After building it, use following command to print the statistics on the terminal as well
as save them in log files that can be parsed.
debian@beaglebone:/opt/edge_ai_apps/scripts/perf_stats/build# ../bin/Release/ti_perfstats -l
Running the Visualization tool¶
To use this tool, simply start a docker session and then run the command given
below. This script expects some log files to be present in the directory
edge_ai_apps/perf_logs
after running any C++ demo. One can also bring up this
tool while running the demo but it might affect the performance of the demo itself
as it consumes a bit of ARM cycles during launch but stabilizes over a certain
duration.
[docker] debian@beaglebone:/opt/edge_ai_apps# streamlit run scripts/perf_vis.py --theme.base="light"
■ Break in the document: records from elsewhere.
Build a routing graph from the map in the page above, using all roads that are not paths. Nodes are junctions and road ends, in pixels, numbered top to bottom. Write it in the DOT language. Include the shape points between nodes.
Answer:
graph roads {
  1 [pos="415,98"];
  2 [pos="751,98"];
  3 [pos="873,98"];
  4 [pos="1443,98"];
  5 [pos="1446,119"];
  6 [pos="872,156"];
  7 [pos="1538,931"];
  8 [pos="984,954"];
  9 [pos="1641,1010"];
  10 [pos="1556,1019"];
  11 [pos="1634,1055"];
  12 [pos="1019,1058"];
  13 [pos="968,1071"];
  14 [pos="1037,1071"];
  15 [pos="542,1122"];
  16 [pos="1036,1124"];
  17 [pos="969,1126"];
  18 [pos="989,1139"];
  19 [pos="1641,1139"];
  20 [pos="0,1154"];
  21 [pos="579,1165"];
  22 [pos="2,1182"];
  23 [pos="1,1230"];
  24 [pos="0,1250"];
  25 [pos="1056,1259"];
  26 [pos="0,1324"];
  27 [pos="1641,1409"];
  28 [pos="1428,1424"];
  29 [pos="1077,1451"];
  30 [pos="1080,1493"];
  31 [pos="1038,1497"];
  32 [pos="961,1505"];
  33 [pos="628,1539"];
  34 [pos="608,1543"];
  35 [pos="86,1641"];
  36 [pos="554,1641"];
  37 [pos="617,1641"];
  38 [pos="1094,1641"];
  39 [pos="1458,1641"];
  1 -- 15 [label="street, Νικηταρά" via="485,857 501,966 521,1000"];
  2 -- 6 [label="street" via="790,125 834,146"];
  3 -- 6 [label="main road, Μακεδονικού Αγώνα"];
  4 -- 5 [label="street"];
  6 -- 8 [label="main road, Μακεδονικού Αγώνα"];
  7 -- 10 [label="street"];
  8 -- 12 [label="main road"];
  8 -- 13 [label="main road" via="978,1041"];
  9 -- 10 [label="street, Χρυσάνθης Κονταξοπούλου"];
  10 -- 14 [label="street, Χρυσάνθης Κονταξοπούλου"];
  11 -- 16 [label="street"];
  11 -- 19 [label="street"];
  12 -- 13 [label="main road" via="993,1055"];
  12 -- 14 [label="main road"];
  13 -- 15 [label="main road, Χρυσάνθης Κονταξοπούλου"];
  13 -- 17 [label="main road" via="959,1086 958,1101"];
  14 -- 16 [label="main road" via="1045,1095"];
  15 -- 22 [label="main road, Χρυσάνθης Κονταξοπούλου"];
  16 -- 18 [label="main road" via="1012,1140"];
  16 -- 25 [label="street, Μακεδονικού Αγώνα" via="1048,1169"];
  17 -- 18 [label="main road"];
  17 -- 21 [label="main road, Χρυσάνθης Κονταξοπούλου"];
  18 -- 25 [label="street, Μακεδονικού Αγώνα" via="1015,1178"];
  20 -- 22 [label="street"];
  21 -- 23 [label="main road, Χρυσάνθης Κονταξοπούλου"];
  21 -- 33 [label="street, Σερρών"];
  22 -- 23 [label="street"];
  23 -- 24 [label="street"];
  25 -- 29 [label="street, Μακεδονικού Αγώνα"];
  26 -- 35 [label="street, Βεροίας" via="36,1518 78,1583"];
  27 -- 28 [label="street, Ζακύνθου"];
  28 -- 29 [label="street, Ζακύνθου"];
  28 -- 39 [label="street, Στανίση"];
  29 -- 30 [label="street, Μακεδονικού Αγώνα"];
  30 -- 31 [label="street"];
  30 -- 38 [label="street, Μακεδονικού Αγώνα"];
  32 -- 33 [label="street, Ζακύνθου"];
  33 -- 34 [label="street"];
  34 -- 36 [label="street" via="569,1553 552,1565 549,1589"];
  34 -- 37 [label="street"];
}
This script also accepts the log directory as a command line argument as follows:
[docker] debian@beaglebone:/opt/edge_ai_apps# streamlit run scripts/perf_vis.py --theme.base="light" -- -D <path/to/logs/directory/>
A network URL can be seen in the terminal output. The graphs can be viewed by visiting this URL in any browser. The plotted graphs will keep updating based on the available log files.
To exit press Ctrl+C in the terminal.
Available options¶
Average frames per second (FPS) recorded by the application is displayed by default. Using the checkboxes in the sidebar, one can select which performance metrics to view. There are 14 metrics available to be plotted, as seen from the above image:
CPU Load: Total loading for the A72(mpu1_0), R5F(mcu2_0/1), C66x(c6x_1/2) and C71x(c7x_1) DSPs.
HWA Load: Loading (percentage) for the various available hardware accelerators.
DDR Bandwidth: Average read, write and total bandwidth recorded in the previous 2s interval.
Junction Temperatures: The live temperatures recorded at various junctions
Task Table: A separate graph for each cpu showing the loading due to various tasks running on it.
Heap Table: A separate graph for each cpu showing the heap memory usage statistics.
For the first three metrics, there is a choice to view line graphs with a 30s history or bar graphs with only the real-time values. The remaining eleven have real-time bar graphs as the only option.